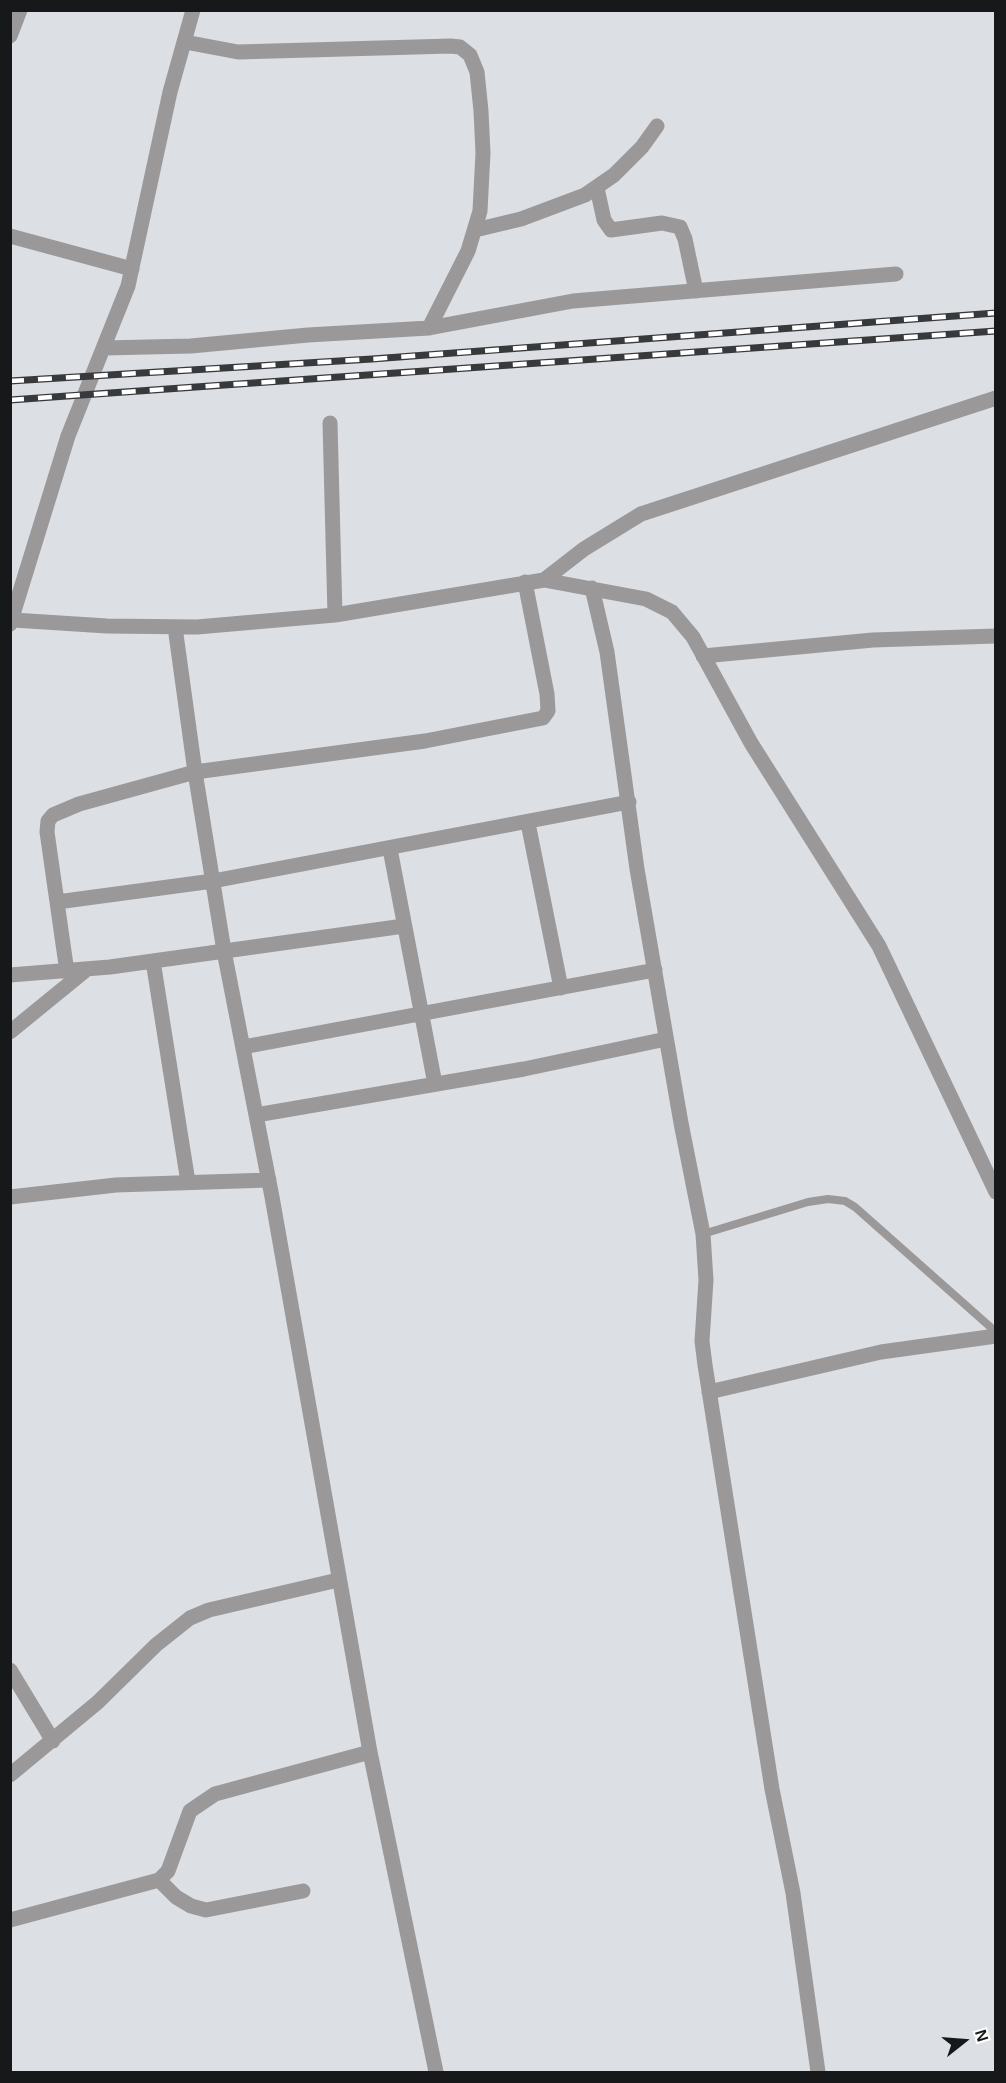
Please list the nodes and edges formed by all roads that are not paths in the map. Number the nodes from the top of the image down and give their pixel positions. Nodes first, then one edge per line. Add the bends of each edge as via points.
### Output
1 (20, 10) edge
2 (193, 10) edge
3 (10, 36) edge
4 (185, 42) junction
5 (657, 126) dead end
6 (597, 188) junction
7 (476, 230) junction
8 (10, 236) edge
9 (132, 268) junction
10 (896, 274) dead end
11 (696, 291) junction
12 (429, 328) junction
13 (104, 348) junction
14 (996, 398) edge
15 (330, 423) dead end
16 (544, 580) junction
17 (525, 582) junction
18 (592, 588) junction
19 (335, 615) junction
20 (12, 622) edge
21 (175, 627) junction
22 (996, 636) edge
23 (703, 656) junction
24 (195, 772) junction
25 (629, 802) junction
26 (528, 823) junction
27 (390, 849) junction
28 (213, 881) junction
29 (57, 902) junction
30 (404, 926) junction
31 (224, 951) junction
32 (153, 961) junction
33 (86, 970) junction
34 (655, 970) junction
35 (67, 972) junction
36 (10, 975) edge
37 (561, 988) junction
38 (421, 1014) junction
39 (10, 1032) edge
40 (666, 1038) junction
41 (243, 1047) junction
42 (435, 1084) junction
43 (256, 1115) junction
44 (269, 1180) junction
45 (188, 1182) junction
46 (996, 1192) edge
47 (10, 1197) edge
48 (703, 1234) junction
49 (996, 1334) edge
50 (709, 1392) junction
51 (338, 1580) junction
52 (10, 1670) edge
53 (53, 1741) junction
54 (370, 1752) junction
55 (10, 1775) edge
56 (159, 1880) junction
57 (303, 1891) dead end
58 (10, 1920) edge
59 (436, 2073) edge
60 (818, 2073) edge

1 - 3 street
2 - 4 street
4 - 7 street via 238,52 451,46 464,50 477,72 481,111 482,182
4 - 9 street via 170,92
5 - 6 street via 626,164
6 - 7 street via 557,207
6 - 11 street via 610,230 662,224 680,227
7 - 12 street
8 - 9 street
9 - 13 street
10 - 11 street
11 - 12 street via 541,306
12 - 13 street via 191,346
13 - 20 street via 68,436
14 - 16 street via 641,514 584,549
15 - 19 street
16 - 17 street
16 - 18 street
17 - 19 street
17 - 24 street via 547,694 548,711 543,718 425,741
18 - 23 street via 646,599 672,612
18 - 25 street via 607,652
19 - 21 street
20 - 21 street
21 - 24 street
22 - 23 street via 873,640
23 - 46 street via 751,743 879,946
24 - 28 street
24 - 29 street via 53,815 47,832
25 - 26 street
25 - 34 street
26 - 27 street
26 - 37 street
27 - 28 street
27 - 30 street
28 - 29 street
28 - 31 street
29 - 35 street
30 - 31 street
30 - 38 street
31 - 32 street
31 - 41 street
32 - 33 street
32 - 45 street
33 - 35 street
33 - 39 street
34 - 37 street
34 - 40 street
35 - 36 street
37 - 38 street
38 - 41 street
38 - 42 street
40 - 42 street
40 - 48 street
41 - 43 street
42 - 43 street
43 - 44 street
44 - 45 street
44 - 51 street
45 - 47 street via 116,1185
48 - 49 lane via 808,1202 845,1202
48 - 50 street via 706,1280 702,1341
49 - 50 street via 881,1352
50 - 60 street via 772,1789 793,1893
51 - 53 street via 209,1610 190,1618
51 - 54 street
52 - 53 street
53 - 55 street
54 - 56 street via 215,1794 201,1802 190,1811 168,1871
54 - 59 street
56 - 57 street via 176,1897 206,1910
56 - 58 street

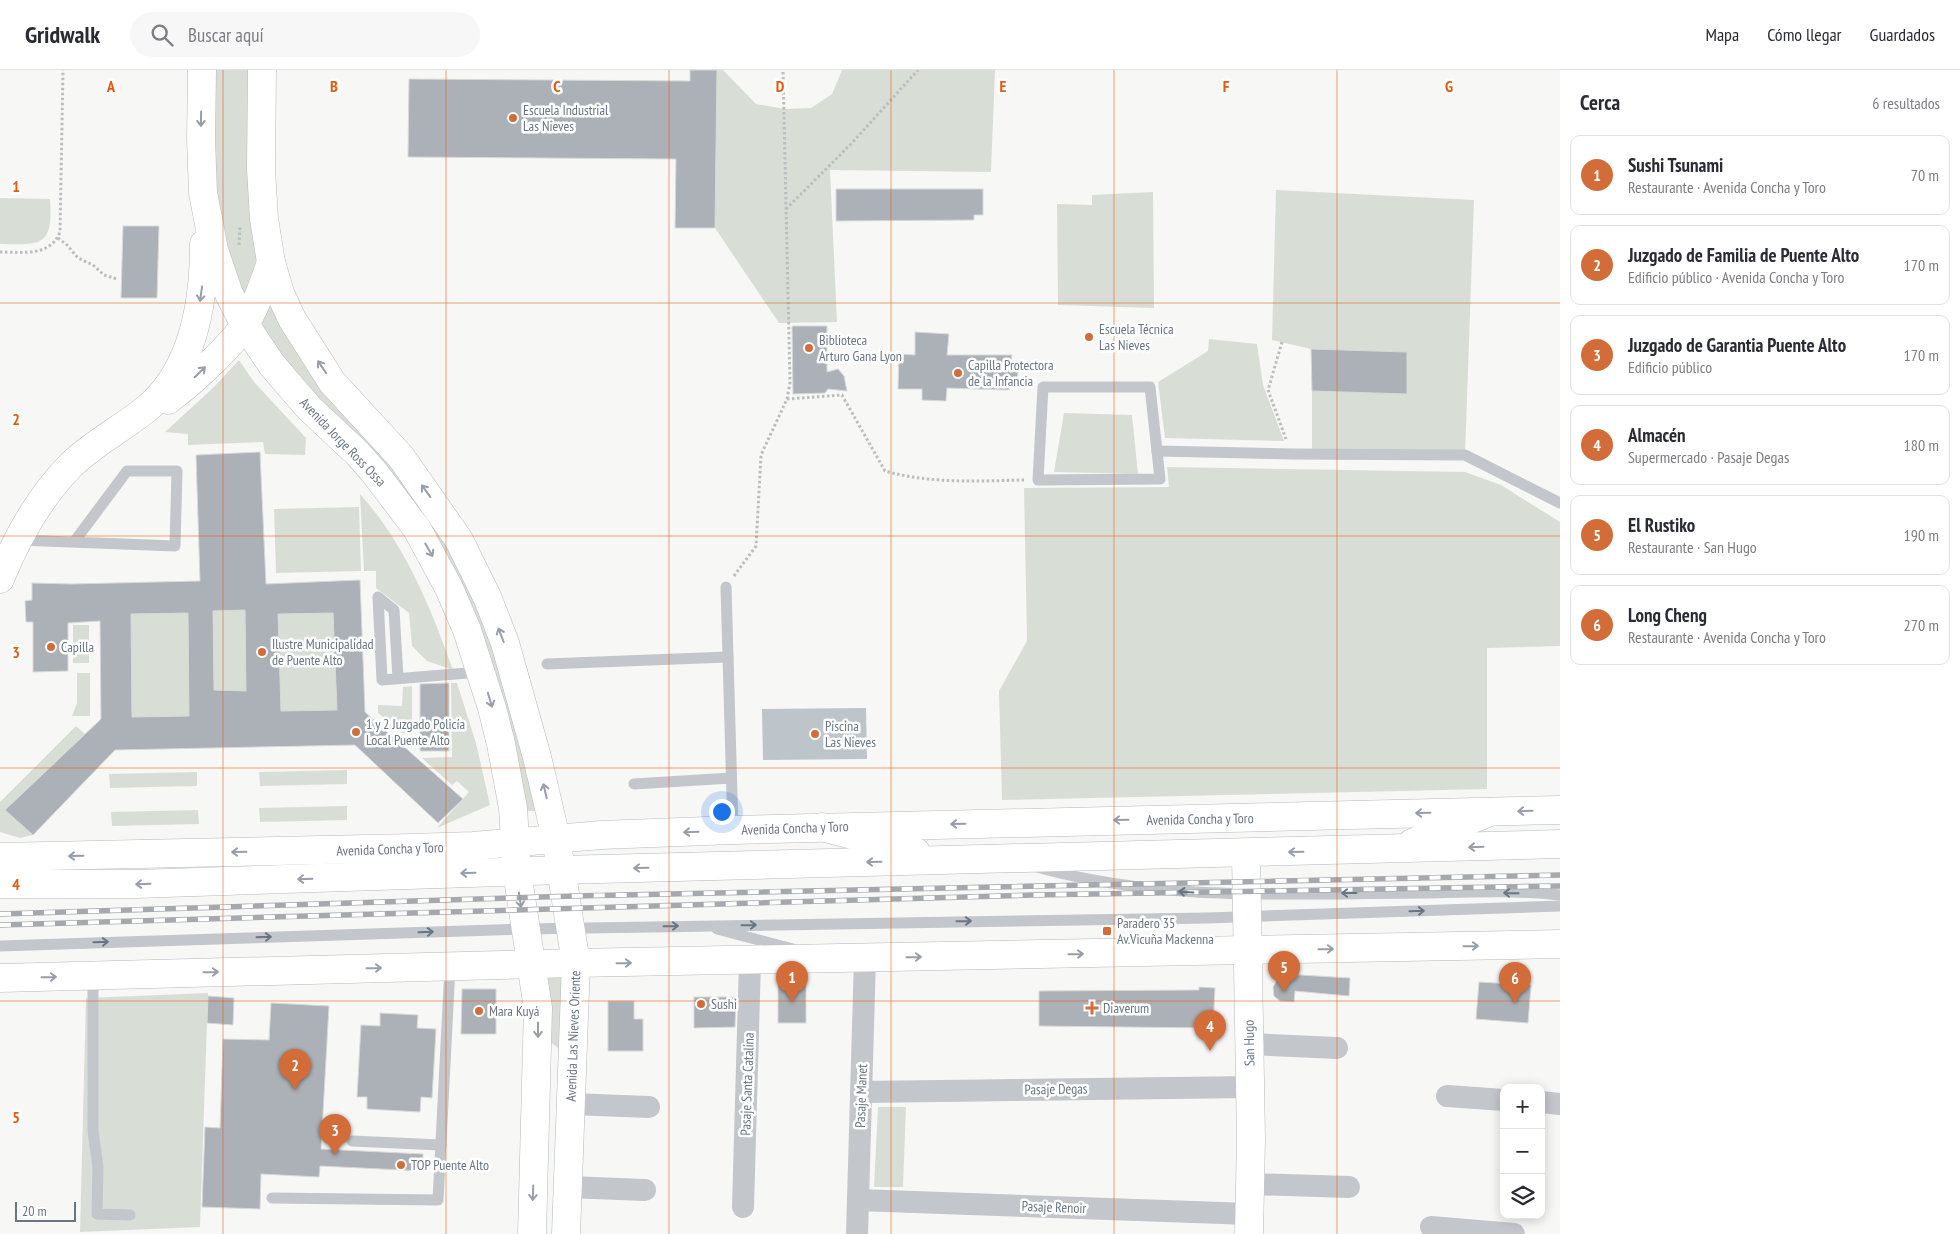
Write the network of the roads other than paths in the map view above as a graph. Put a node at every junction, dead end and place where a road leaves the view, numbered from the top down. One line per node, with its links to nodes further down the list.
1 (202, 70): 3 (street, Avenida Jorge Ross Ossa, one-way to 3)
2 (262, 70): 4 (street)
3 (203, 193): 5 (street, Avenida Jorge Ross Ossa); 6 (street, one-way to 6)
4 (271, 262): 5 (street); 23 (street, one-way to 4)
5 (244, 323): 6 (street, one-way to 5); 15 (street, Avenida Jorge Ross Ossa, one-way to 15)
6 (132, 419): 9 (street)
7 (1157, 450): 7 (lane); 8 (lane)
8 (1560, 503)
9 (18, 540): 10 (lane); 11 (street)
10 (74, 542): 10 (lane)
11 (0, 579)
12 (726, 587): 13 (lane)
13 (728, 656): 14 (lane); 17 (lane)
14 (548, 664)
15 (482, 672): 16 (lane); 24 (street, Avenida Jorge Ross Ossa, one-way to 24)
16 (398, 678): 16 (lane)
17 (731, 778): 18 (lane); 22 (lane)
18 (634, 784)
19 (1560, 810): 20 (street, Avenida Concha y Toro, one-way to 20)
20 (1490, 812): 21 (street, Avenida Concha y Toro, one-way to 21); 26 (street)
21 (822, 827): 22 (street, Avenida Concha y Toro); 30 (street)
22 (733, 830): 23 (street, Avenida Concha y Toro, one-way to 23)
23 (556, 838): 24 (street, Avenida Concha y Toro); 31 (street, Avenida Las Nieves Oriente)
24 (515, 842): 28 (street, Avenida Concha y Toro, one-way to 28); 32 (street, Avenida Jorge Ross Ossa)
25 (1560, 844): 26 (street, Avenida Concha y Toro, one-way to 26)
26 (1395, 849): 27 (street, Avenida Concha y Toro, one-way to 27)
27 (1246, 853): 29 (street, Avenida Concha y Toro); 35 (street, San Hugo)
28 (0, 857)
29 (1010, 859): 30 (street, Avenida Concha y Toro); 35 (lane, one-way to 29)
30 (946, 860): 31 (street, Avenida Concha y Toro, one-way to 31)
31 (561, 870): 32 (street, Avenida Concha y Toro); 38 (street, Avenida Las Nieves Oriente)
32 (516, 872): 33 (street, Avenida Concha y Toro, one-way to 33); 39 (street, one-way to 39)
33 (0, 884)
34 (1560, 895): 35 (lane, one-way to 35)
35 (1246, 905): 36 (lane, one-way to 36); 37 (lane, one-way to 35); 42 (street, San Hugo)
36 (1560, 906)
37 (700, 925): 38 (lane, one-way to 37); 44 (lane)
38 (569, 928): 39 (lane); 46 (street, Avenida Las Nieves Oriente)
39 (524, 929): 41 (lane, one-way to 39); 47 (street)
40 (1560, 944): 42 (street, one-way to 40)
41 (0, 946)
42 (1247, 950): 43 (street, one-way to 42); 51 (street, San Hugo)
43 (865, 958): 44 (street); 54 (street, Pasaje Manet)
44 (832, 959): 45 (street)
45 (750, 960): 46 (street, one-way to 45); 70 (street, Pasaje Santa Catalina)
46 (576, 963): 47 (street); 60 (street, Avenida Las Nieves Oriente)
47 (531, 964): 48 (street); 61 (street, one-way to 61)
48 (450, 966): 49 (street, one-way to 48); 63 (lane)
49 (93, 976): 50 (street, one-way to 49); 71 (lane)
50 (0, 978)
51 (1249, 1044): 52 (street); 53 (street, San Hugo)
52 (1337, 1048)
53 (1250, 1087): 54 (street, Pasaje Degas); 64 (street, San Hugo)
54 (861, 1092): 69 (street, Pasaje Manet)
55 (1447, 1096): 56 (street)
56 (1500, 1100)
57 (1545, 1102): 58 (street)
58 (1560, 1104)
59 (649, 1107): 60 (street)
60 (570, 1114): 61 (street); 65 (street, Avenida Las Nieves Oriente)
61 (536, 1123): 74 (street, one-way to 74)
62 (352, 1141): 63 (lane)
63 (441, 1145): 68 (lane)
64 (1251, 1184): 66 (street); 72 (street, San Hugo)
65 (568, 1187): 67 (street); 75 (street, Avenida Las Nieves Oriente)
66 (1349, 1187)
67 (645, 1190)
68 (272, 1198)
69 (858, 1200): 72 (street, Pasaje Renoir); 76 (street, Pasaje Manet)
70 (743, 1207)
71 (130, 1215)
72 (1250, 1224)
73 (1430, 1226): 77 (street)
74 (532, 1234)
75 (566, 1234)
76 (857, 1234)
77 (1514, 1234)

━━━━━━━━━━━━━━━━━━━━

Among the lines above, which ones include the word "list"? Copy them.

Please list the nodes and edges formed by all roads that are not paths in the map. Number the nodes from the top of the image down and give their pixel positions. Nodes first, then one edge per line. Add the bends of each edge as via points.
Write the network of the roads other than paths in the map view above as a graph. Put a node at every junction, dead end and place where a road leaves the view, numbered from the top down. One line per node, with its links to nodes further down the list.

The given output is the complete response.